### Available records

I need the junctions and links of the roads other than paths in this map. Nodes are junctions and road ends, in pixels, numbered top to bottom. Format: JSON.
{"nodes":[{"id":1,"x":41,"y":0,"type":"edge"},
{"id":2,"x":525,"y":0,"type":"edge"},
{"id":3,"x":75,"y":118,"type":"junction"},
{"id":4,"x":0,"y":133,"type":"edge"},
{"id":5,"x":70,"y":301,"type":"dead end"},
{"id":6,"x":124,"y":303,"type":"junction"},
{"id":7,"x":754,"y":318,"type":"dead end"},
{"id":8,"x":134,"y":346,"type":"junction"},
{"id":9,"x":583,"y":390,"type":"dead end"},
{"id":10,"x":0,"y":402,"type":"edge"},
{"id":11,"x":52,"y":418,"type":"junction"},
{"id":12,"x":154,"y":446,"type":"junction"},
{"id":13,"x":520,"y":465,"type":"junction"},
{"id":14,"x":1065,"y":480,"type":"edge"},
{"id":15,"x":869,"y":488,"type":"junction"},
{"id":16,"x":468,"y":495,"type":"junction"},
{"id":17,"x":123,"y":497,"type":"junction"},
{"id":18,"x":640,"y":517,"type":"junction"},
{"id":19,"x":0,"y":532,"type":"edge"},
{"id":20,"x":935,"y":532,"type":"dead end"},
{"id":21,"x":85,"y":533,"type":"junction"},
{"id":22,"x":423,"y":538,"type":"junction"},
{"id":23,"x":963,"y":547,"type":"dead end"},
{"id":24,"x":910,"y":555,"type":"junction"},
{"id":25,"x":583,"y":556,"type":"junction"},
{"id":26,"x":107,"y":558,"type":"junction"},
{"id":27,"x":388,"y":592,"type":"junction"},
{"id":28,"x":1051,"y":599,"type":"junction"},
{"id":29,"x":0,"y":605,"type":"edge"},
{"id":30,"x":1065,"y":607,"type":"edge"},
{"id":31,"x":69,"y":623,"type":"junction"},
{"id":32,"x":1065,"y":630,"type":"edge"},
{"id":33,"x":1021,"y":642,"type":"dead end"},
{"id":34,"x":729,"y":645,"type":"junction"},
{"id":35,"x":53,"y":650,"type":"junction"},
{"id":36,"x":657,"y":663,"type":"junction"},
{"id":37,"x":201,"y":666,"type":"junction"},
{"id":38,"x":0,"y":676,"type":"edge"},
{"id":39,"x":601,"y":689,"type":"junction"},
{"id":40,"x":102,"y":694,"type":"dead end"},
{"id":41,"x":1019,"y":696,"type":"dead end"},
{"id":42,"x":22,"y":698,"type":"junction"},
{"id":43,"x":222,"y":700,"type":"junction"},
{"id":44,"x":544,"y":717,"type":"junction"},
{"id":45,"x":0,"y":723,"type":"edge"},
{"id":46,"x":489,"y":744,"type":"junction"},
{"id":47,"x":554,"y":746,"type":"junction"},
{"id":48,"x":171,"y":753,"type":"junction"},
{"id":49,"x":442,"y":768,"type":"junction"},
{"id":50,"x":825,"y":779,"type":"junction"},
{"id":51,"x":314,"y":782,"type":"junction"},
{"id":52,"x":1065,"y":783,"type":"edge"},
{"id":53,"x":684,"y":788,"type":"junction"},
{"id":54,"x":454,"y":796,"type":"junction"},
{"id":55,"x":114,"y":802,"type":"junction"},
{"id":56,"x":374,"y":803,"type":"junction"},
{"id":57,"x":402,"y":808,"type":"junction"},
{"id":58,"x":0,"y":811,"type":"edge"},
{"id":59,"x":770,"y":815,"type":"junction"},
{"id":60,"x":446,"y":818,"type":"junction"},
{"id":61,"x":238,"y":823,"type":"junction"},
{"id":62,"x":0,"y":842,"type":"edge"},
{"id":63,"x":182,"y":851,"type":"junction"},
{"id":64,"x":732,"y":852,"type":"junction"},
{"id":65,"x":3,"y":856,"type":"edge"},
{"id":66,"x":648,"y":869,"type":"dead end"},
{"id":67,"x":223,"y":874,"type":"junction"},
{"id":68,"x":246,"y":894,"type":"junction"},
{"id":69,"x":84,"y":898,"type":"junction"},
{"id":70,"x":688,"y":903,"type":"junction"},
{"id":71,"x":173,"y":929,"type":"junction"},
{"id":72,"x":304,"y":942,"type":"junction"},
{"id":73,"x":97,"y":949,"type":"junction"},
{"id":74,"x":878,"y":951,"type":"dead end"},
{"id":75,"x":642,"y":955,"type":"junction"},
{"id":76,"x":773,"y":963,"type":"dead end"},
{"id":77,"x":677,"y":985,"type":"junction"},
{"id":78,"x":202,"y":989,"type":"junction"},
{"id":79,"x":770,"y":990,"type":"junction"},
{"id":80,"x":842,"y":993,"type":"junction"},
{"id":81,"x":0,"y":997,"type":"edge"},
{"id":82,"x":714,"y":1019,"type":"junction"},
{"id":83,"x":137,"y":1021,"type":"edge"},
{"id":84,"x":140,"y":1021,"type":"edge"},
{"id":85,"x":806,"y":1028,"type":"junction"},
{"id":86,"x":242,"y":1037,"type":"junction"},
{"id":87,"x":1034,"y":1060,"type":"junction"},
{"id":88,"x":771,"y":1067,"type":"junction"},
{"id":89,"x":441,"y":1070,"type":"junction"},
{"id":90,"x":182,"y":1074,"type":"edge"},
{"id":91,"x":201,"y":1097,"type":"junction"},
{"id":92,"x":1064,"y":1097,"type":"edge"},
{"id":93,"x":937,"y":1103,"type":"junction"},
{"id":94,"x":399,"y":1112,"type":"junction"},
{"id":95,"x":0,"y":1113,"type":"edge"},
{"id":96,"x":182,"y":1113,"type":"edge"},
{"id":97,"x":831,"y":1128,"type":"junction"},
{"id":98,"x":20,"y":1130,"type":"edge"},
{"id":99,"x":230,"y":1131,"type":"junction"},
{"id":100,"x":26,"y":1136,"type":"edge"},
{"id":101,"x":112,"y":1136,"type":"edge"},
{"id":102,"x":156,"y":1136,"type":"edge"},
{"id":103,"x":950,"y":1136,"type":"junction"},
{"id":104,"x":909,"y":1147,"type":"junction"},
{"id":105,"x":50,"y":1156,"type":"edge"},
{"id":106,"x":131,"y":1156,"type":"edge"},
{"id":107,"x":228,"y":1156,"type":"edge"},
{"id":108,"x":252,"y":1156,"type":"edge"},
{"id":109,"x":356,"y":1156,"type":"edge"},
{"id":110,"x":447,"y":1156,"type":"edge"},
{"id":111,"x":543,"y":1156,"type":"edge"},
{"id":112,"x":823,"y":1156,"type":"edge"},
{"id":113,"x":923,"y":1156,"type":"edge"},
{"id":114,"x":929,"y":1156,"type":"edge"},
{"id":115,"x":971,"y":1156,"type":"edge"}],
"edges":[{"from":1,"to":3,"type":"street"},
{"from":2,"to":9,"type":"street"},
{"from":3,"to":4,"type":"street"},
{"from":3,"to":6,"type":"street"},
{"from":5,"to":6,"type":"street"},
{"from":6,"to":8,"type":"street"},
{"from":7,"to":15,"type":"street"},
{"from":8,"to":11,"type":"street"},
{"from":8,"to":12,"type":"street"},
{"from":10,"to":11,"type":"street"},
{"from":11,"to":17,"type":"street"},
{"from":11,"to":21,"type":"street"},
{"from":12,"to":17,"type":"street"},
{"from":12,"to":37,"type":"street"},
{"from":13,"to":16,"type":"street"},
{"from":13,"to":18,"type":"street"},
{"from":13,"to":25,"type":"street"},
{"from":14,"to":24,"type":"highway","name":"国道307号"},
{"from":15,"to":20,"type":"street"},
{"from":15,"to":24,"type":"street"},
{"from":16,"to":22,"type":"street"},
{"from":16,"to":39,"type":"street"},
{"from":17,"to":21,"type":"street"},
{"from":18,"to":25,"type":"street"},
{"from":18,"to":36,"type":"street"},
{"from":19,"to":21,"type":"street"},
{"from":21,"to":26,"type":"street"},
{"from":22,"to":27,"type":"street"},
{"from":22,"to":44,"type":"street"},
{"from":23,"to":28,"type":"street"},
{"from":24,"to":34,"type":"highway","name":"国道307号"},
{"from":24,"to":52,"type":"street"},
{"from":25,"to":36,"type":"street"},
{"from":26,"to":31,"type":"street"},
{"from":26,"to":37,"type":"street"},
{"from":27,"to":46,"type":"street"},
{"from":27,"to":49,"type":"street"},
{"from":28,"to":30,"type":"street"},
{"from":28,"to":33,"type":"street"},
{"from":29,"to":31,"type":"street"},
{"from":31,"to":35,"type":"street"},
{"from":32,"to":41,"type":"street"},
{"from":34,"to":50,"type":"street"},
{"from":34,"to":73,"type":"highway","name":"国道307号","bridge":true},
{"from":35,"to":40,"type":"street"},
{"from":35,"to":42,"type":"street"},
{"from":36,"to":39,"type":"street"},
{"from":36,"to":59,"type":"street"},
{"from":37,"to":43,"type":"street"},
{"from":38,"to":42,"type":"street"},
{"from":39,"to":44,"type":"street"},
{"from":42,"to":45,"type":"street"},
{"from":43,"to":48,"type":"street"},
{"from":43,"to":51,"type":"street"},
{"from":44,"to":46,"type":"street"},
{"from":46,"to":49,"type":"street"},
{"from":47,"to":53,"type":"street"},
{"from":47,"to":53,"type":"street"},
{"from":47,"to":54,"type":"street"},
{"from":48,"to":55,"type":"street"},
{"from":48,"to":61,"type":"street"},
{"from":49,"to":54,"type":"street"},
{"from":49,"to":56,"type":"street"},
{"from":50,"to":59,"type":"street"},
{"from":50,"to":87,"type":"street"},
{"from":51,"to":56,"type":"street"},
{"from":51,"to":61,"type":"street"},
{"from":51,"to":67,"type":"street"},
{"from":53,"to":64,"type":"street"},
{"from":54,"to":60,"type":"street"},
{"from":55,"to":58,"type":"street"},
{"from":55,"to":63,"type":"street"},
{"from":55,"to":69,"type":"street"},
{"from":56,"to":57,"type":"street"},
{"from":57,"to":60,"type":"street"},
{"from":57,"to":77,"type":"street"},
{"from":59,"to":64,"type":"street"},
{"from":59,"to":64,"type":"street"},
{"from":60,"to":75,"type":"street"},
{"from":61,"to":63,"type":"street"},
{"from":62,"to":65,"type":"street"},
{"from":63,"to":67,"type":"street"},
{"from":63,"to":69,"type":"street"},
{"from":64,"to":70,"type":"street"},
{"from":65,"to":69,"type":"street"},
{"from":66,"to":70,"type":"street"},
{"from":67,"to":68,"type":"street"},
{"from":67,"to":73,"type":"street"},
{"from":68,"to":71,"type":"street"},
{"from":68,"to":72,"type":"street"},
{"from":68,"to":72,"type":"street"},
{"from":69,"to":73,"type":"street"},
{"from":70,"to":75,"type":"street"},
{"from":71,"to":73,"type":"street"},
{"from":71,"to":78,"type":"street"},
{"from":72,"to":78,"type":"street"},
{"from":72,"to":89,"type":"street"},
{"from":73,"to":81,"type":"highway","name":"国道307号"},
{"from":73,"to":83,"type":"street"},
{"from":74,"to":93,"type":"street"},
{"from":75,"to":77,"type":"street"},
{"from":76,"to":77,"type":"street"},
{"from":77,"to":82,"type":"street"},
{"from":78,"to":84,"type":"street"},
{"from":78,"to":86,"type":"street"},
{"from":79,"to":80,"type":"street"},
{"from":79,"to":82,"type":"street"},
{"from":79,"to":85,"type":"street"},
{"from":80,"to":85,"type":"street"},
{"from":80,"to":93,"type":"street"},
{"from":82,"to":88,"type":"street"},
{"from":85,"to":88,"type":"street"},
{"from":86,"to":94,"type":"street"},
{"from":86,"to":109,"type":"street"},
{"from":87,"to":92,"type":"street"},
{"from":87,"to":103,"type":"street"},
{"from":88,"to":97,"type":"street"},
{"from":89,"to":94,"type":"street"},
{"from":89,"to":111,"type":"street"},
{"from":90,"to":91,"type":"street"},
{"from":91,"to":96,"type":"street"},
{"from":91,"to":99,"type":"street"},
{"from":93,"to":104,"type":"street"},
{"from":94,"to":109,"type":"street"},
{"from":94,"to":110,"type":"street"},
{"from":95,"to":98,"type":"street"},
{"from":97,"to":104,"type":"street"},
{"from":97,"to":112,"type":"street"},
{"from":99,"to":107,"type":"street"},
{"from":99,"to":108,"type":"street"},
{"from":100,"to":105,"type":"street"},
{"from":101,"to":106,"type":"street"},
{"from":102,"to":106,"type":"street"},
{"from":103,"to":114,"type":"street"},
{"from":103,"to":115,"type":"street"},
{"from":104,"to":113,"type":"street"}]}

######

--- Task goal ---
Extract all lines from the material above that include the word "dead".

--- Solution ---
{"id":5,"x":70,"y":301,"type":"dead end"},
{"id":7,"x":754,"y":318,"type":"dead end"},
{"id":9,"x":583,"y":390,"type":"dead end"},
{"id":20,"x":935,"y":532,"type":"dead end"},
{"id":23,"x":963,"y":547,"type":"dead end"},
{"id":33,"x":1021,"y":642,"type":"dead end"},
{"id":40,"x":102,"y":694,"type":"dead end"},
{"id":41,"x":1019,"y":696,"type":"dead end"},
{"id":66,"x":648,"y":869,"type":"dead end"},
{"id":74,"x":878,"y":951,"type":"dead end"},
{"id":76,"x":773,"y":963,"type":"dead end"},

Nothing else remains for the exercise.